- [Work instructions]:
Without including any pictures, copy every line below exactly.

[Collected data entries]
####################

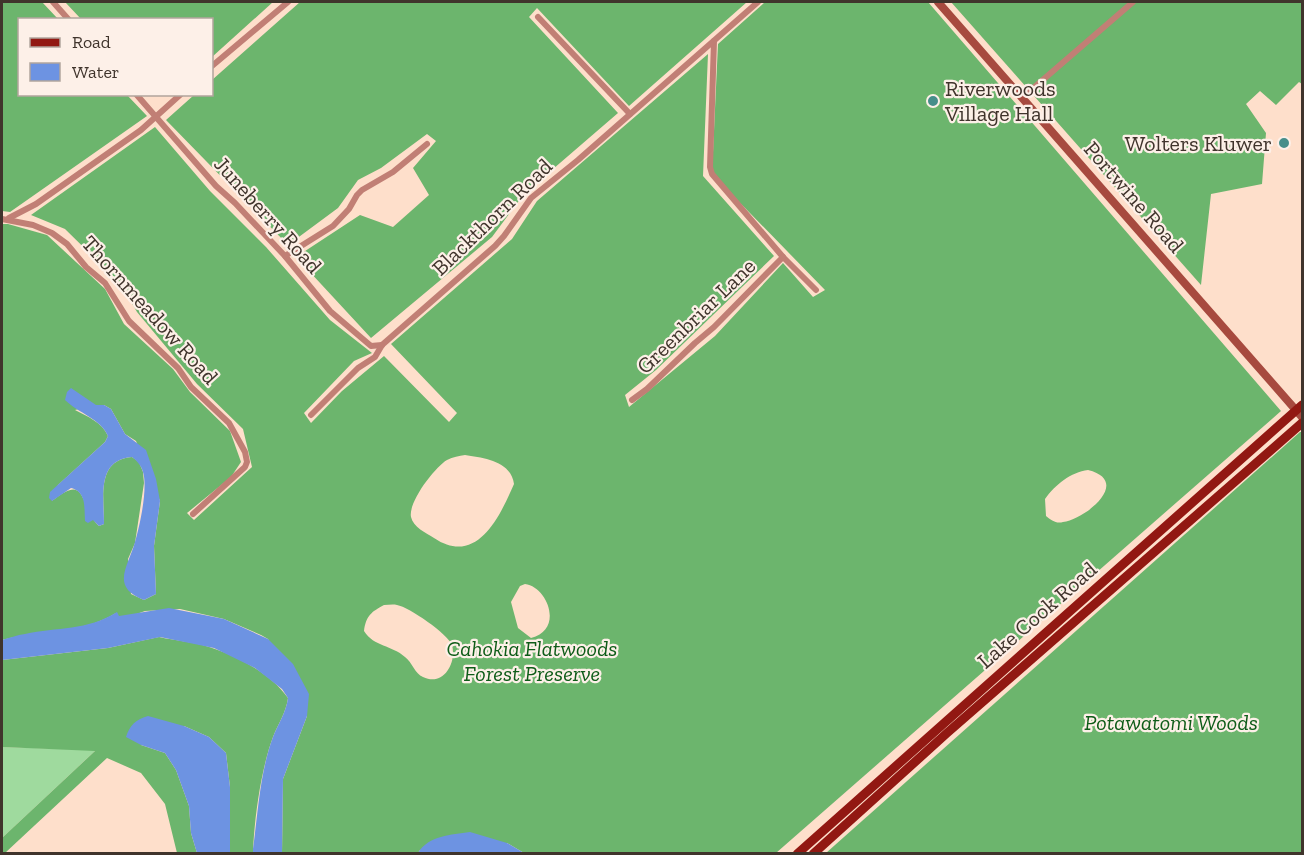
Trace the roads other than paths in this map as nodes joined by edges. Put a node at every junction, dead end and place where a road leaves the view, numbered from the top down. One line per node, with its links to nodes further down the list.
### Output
1 (53, 2): 7 (street)
2 (288, 2): 9 (street)
3 (758, 2): 8 (street, Blackthorn Road)
4 (938, 2): 12 (street, Portwine Road)
5 (1133, 2): 12 (street)
6 (538, 17): 13 (street)
7 (67, 18)
8 (714, 41): 13 (street, Blackthorn Road); 18 (street, Greenbriar Lane)
9 (213, 65)
10 (138, 96): 14 (street, Juneberry Road)
11 (179, 96): 14 (street)
12 (1023, 97): 22 (street, Portwine Road)
13 (630, 114): 20 (street, Blackthorn Road)
14 (156, 118): 16 (street); 17 (street, Juneberry Road)
15 (427, 144): 17 (street)
16 (4, 218): 25 (street, Thornmeadow Road)
17 (285, 256): 20 (street, Juneberry Road)
18 (783, 257): 19 (street, Greenbriar Lane); 21 (street, Greenbriar Lane)
19 (816, 290)
20 (382, 345): 23 (street, Blackthorn Road)
21 (632, 400)
22 (1300, 411): 26 (main road, Lake Cook Road)
23 (311, 415)
24 (1302, 423): 27 (main road, Lake Cook Road)
25 (193, 514)
26 (798, 854)
27 (813, 854)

####################

- [Expected answer]:
Trace the roads other than paths in this map as nodes joined by edges. Put a node at every junction, dead end and place where a road leaves the view, numbered from the top down. One line per node, with its links to nodes further down the list.
### Output
1 (53, 2): 7 (street)
2 (288, 2): 9 (street)
3 (758, 2): 8 (street, Blackthorn Road)
4 (938, 2): 12 (street, Portwine Road)
5 (1133, 2): 12 (street)
6 (538, 17): 13 (street)
7 (67, 18)
8 (714, 41): 13 (street, Blackthorn Road); 18 (street, Greenbriar Lane)
9 (213, 65)
10 (138, 96): 14 (street, Juneberry Road)
11 (179, 96): 14 (street)
12 (1023, 97): 22 (street, Portwine Road)
13 (630, 114): 20 (street, Blackthorn Road)
14 (156, 118): 16 (street); 17 (street, Juneberry Road)
15 (427, 144): 17 (street)
16 (4, 218): 25 (street, Thornmeadow Road)
17 (285, 256): 20 (street, Juneberry Road)
18 (783, 257): 19 (street, Greenbriar Lane); 21 (street, Greenbriar Lane)
19 (816, 290)
20 (382, 345): 23 (street, Blackthorn Road)
21 (632, 400)
22 (1300, 411): 26 (main road, Lake Cook Road)
23 (311, 415)
24 (1302, 423): 27 (main road, Lake Cook Road)
25 (193, 514)
26 (798, 854)
27 (813, 854)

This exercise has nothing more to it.